During the chapter ”In the Field,” Kiowa sinks into the mud and dies, which prompts Lieutenant Jimmy Cross to feel severe guilt. As a lieutenant, Cross is responsible for keeping his soldiers safe and in check, so when he is unable to do so, it weighs heavily on him. O’ Brien’s choice of using the word “waste” feels particularly significant considering Kiowa died in a pile of waste, and now Jimmy Cross feels as though it was all a waste; Kiowa’s life was stolen prematurely and Cross was not able to prevent it. The repetition of the phrase “should’ve” indicates to readers that Cross believes that had he made different choices, Kiowa might still be alive (157). There is no way Cross could have shaped the event differently, but Cross endlessly tortures himself with thoughts about what he could have done. Ultimately, a consistent theme that drives many of the stories in the novel is death and the impact on the soldier’s emotional state. For instance, twenty years after the war O’ Brien continues to write war stories to cope with the fact that he murdered a man. Like Jimmy, O’Brien was heavily influenced by death’s in the war, which has caused them both distress and mental angst.
Even though my situation is dramatically different than these men, I can relate to the way they tend to overthink certain circumstances.
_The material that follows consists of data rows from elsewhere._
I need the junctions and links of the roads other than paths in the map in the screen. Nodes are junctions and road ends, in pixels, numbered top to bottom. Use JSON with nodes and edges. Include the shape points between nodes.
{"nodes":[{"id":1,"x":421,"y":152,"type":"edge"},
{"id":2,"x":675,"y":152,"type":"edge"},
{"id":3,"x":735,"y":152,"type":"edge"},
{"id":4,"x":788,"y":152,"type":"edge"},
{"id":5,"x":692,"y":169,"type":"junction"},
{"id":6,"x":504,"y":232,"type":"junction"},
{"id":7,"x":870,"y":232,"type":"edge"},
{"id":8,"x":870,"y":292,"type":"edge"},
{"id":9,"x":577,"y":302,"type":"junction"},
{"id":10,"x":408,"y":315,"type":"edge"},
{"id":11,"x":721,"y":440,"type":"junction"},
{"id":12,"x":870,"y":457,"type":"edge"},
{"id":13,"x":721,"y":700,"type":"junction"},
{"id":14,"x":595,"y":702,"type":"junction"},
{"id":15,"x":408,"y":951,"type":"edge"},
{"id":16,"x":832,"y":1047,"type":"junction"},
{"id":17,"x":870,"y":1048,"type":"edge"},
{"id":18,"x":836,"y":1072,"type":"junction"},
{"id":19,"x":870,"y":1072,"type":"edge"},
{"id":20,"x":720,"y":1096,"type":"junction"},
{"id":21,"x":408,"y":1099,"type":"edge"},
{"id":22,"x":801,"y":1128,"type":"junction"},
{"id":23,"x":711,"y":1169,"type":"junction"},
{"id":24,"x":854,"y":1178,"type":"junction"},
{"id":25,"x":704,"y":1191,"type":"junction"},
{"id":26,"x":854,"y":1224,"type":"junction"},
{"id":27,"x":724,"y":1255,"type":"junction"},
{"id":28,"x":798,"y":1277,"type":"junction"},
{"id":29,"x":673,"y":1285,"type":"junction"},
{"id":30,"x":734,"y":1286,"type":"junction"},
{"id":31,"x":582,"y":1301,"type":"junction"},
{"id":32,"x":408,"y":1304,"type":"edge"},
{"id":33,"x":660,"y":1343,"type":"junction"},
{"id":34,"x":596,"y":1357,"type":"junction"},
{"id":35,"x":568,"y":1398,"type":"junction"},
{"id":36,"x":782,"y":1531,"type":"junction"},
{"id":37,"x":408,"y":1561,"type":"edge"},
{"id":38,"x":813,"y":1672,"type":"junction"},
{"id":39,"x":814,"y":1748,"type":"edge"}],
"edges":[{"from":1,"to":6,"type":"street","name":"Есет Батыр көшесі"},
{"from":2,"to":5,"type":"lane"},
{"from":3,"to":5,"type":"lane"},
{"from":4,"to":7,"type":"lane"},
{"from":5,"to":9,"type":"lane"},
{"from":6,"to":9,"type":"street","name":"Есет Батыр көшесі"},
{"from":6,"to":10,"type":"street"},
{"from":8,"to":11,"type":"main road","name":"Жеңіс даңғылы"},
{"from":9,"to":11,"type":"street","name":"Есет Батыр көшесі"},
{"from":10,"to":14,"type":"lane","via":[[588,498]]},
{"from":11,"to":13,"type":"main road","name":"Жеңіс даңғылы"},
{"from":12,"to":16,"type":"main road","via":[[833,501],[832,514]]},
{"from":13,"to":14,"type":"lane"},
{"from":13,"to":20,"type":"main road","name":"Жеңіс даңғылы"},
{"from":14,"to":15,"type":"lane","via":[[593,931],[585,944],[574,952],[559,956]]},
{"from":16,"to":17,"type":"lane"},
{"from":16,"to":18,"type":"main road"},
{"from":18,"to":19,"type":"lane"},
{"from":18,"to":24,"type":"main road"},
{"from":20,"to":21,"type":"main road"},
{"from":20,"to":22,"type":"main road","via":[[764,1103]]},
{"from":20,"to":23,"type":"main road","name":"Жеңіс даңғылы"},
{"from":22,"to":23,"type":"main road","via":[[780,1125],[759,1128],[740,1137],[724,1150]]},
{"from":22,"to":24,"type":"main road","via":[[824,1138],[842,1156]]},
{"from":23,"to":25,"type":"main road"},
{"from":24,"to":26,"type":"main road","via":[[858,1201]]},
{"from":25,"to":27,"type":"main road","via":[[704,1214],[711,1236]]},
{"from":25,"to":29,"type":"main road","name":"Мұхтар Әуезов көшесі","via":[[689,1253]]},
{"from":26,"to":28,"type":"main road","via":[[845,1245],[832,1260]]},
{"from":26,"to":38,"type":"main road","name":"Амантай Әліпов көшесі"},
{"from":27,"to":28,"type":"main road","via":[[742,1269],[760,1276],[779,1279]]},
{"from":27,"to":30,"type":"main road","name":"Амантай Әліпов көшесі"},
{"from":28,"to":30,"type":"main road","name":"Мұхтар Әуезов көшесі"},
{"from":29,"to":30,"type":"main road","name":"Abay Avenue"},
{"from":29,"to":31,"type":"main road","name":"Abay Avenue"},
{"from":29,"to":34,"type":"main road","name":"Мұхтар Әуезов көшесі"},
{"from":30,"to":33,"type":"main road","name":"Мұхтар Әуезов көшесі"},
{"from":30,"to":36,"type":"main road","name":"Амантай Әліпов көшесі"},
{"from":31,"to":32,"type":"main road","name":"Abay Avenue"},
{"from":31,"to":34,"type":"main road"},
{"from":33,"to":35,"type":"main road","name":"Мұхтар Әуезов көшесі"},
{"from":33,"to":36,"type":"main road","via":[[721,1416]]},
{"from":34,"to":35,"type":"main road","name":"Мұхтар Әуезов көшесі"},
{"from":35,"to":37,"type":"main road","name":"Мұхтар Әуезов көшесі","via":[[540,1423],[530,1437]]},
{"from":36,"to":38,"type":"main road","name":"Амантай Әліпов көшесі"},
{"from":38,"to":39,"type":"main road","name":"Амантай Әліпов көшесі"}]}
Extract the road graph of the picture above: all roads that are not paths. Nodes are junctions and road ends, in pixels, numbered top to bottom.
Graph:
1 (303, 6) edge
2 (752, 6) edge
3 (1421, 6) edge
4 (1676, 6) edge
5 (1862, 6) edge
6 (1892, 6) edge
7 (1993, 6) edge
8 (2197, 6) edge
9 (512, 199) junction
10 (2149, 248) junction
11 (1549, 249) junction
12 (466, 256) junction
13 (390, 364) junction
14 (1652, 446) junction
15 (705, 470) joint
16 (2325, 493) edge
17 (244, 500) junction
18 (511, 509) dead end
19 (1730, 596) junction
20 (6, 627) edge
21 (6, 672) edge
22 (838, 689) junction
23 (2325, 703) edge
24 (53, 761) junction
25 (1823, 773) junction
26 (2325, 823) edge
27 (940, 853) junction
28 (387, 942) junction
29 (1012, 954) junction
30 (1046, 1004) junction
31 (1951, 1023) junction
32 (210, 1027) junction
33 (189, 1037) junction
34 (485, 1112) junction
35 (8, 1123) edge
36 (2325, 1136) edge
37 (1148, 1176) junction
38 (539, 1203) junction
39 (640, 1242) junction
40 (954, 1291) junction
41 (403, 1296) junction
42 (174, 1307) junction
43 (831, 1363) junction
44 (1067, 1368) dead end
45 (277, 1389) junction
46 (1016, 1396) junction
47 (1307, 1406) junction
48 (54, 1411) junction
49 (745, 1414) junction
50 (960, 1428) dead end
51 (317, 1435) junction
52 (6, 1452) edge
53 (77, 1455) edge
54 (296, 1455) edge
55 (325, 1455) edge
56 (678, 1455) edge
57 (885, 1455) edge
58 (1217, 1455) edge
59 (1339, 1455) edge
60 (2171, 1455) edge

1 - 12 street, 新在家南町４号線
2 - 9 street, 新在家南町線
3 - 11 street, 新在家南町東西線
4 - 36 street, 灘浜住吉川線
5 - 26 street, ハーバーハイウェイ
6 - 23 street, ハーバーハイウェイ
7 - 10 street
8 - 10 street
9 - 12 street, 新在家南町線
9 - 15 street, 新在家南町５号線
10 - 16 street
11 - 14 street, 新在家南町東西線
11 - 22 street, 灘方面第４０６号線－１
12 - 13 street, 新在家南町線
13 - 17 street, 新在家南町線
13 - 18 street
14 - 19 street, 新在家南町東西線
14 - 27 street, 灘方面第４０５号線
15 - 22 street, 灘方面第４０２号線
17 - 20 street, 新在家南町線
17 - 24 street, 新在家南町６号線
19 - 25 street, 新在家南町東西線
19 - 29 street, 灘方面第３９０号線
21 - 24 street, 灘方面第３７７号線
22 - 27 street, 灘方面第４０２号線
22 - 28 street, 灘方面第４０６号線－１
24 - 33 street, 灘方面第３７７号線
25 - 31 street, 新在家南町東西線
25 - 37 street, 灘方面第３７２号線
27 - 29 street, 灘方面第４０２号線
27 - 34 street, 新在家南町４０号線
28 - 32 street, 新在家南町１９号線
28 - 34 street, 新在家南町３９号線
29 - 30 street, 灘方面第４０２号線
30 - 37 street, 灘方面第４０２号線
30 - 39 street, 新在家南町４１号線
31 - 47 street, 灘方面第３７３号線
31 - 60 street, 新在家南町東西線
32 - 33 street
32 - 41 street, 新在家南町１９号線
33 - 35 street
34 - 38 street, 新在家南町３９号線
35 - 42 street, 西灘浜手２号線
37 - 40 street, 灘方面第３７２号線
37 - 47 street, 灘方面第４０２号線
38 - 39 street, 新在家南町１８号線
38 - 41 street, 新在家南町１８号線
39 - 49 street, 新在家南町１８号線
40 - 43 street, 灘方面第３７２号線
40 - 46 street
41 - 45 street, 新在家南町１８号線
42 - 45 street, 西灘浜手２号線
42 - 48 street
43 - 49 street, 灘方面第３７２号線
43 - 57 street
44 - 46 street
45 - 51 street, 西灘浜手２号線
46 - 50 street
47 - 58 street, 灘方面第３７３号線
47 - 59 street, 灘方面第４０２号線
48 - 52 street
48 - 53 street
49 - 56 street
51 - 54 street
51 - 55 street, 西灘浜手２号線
Recently, in my life, for example, school has caused me an overwhelming amount of stress. In ninth grade, if I didn’t receive an A in a class, I would lose my mind. If I didn’t get a good grade on a test, I consistently asked myself, “What could I have done better?” or, “Did I do poorly because I was out with my friends the night before?” Every little thing kept building up in my mind to the degree that school eventually consumed me; it became the driving factor of every moment in my daily life. Jimmy Cross was immensely traumatized by Kiowa’s death, which caused him to start “composing” letters in his mind to Kiowa’s father in an effort to make sense of the tragedy (157). Like Jimmy Cross, when I didn't receive the grade I hoped for, I would start “composing” emails to my teacher in my mind as well (157). It might sound dramatic, but the thing is, it’s true. Even when I was writing this, I was overthinking the assignment. It may take years for me to finally understand, but for now, these are the things I carry with me.